Efforts to derive distal and alveolar cell types in vitro have attempted to recapitulate the signaling factors active around distal buds during branching in the developing embryo. To date, Huang et al. have discerned the most efficient methods to generate AECI and AECII cells from hPSCs (Fig. 2a) [38•]. hPSC-derived foregut endoderm was cultured with Chir99021 (a GSK3β antagonist that stabilizes β-catenin), BMP4, FGF10, FGF7, and RA for 15 days at which time the cells were cultured with Chir99021, FGF10, and FGF7 for an additional 25 days, followed by treatment with dexamethasone, cAMP, and isobutylmethylxanthine (DCI), which stimulates alveolar cell-specific gene expression in vitro [35•, 96]. Interestingly, dexamethasone is administrated to premature infants to accelerate fetal lung maturation, which results in enhanced surfactant secretion from AECIIs [97, 98]. These sequential steps resulted in cells expressing AECII protein SFTPB in over 50 % of all cells in the culture, with some SFTPB+ cells displaying lamellar bodies and functional release and uptake of surfactant protein. These factors also induced cells to express AECI cell-specific markers. While these cells displayed the flat, elongated nuclei typical of AECI cells, they did not exhibit elongated cell bodies or form multi-cellular sac-like alveolar structures [38•]. Others have found that seeding NKX2.1+ lung progenitors onto human lung extracellular matrix (ECM) proteins significantly enhanced AECI and AECII cell differentiation, indicating that both the physical and chemical environments are important for alveolar differentiation in vitro [42•].

More recently, attempts have been made to differentiate three-dimensional lung-like tissues in vitro by recreating the embryonic distal lung environment in a dish (Fig. 2b) [39•]. Three-dimensional foregut spheroid cultures grown in an extracellular matrix (Matrigel) with high concentrations of FGF10 led to the formation of lung organoids.
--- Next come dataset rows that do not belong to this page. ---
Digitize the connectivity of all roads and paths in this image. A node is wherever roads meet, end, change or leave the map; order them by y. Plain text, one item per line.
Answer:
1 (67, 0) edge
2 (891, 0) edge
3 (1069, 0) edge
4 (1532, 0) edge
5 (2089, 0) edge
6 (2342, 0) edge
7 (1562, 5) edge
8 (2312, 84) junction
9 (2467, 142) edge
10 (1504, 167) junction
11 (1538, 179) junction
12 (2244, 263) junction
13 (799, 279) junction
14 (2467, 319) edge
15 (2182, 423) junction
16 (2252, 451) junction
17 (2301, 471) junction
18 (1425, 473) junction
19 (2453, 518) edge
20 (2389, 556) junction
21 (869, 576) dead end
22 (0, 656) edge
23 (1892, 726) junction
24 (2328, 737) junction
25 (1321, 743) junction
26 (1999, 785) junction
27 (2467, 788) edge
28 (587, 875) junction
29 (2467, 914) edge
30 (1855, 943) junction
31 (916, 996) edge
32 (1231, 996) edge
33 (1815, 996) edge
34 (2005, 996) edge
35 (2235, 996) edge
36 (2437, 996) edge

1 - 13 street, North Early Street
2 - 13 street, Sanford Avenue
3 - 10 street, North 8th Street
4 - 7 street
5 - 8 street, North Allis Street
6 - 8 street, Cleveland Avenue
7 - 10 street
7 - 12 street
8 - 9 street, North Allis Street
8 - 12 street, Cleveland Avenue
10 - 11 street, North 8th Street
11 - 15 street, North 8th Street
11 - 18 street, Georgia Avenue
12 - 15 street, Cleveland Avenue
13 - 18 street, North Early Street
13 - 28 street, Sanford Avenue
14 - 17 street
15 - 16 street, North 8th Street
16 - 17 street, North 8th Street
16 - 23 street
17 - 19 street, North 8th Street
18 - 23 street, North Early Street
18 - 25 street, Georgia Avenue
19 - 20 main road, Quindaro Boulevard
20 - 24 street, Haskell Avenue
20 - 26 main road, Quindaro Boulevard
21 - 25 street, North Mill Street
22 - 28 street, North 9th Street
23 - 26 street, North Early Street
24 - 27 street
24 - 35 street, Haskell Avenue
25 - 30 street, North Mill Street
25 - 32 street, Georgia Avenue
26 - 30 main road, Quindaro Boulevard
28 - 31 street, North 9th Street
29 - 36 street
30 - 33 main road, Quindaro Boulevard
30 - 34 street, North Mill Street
Lung organoids possessed a distal alveolar cell population that expressed bipotent progenitor markers including SFTPC, HOPX, and SOX9 [95] with a few cells expressing mature AECI and AECII markers, PDPN and SFTPB, respectively. Alveolar cell types were found in distinct regions of the lung organoid, but true alveolar sac-like structures were not observed [39•].

Thus, one of the hurdles that remain in hPSC-derived lung differentiation is to successfully recapitulate alveolar structure in vitro. Alveolar-like structures have been derived from primary human AECII cells co-cultured with fetal human lung fibroblast cell lines forming alveolar spheres (alveolospheres). The cultures consist of phenotypic AECI and AECII cells demonstrating proof of concept that achieving such three-dimensional alveolar structure is possible [99]. Similar approaches have been attempted with hPSC-derived tissues, where the cell surface marker carboxypeptidase M (CPM) was used to enrich NKX2.1+ progenitors using fluorescent-activated cell sorting (FACS). CPM-purified lung progenitors were cultured in a three-dimensional extracellular matrix along with FGF7, DCI, and a fetal human lung fibroblast cell line. This resulted in three-dimensional spheres composed of cells expressing AECI and AECII markers, yet proper AECI morphology was not demonstrated [41•]. Although effective, one of the drawbacks to this approach is that it is unclear if the human fetal feeder cells are providing a physical niche through cell–cell contact, and/or if they secrete important factors [41•, 99]. While several groups have shown success obtaining distal epithelial cell types in vitro, additional work is needed to better understand the mechanisms that control AECI and AECII differentiation to improve upon the efficiency of the differentiation and deriving alveolar structure.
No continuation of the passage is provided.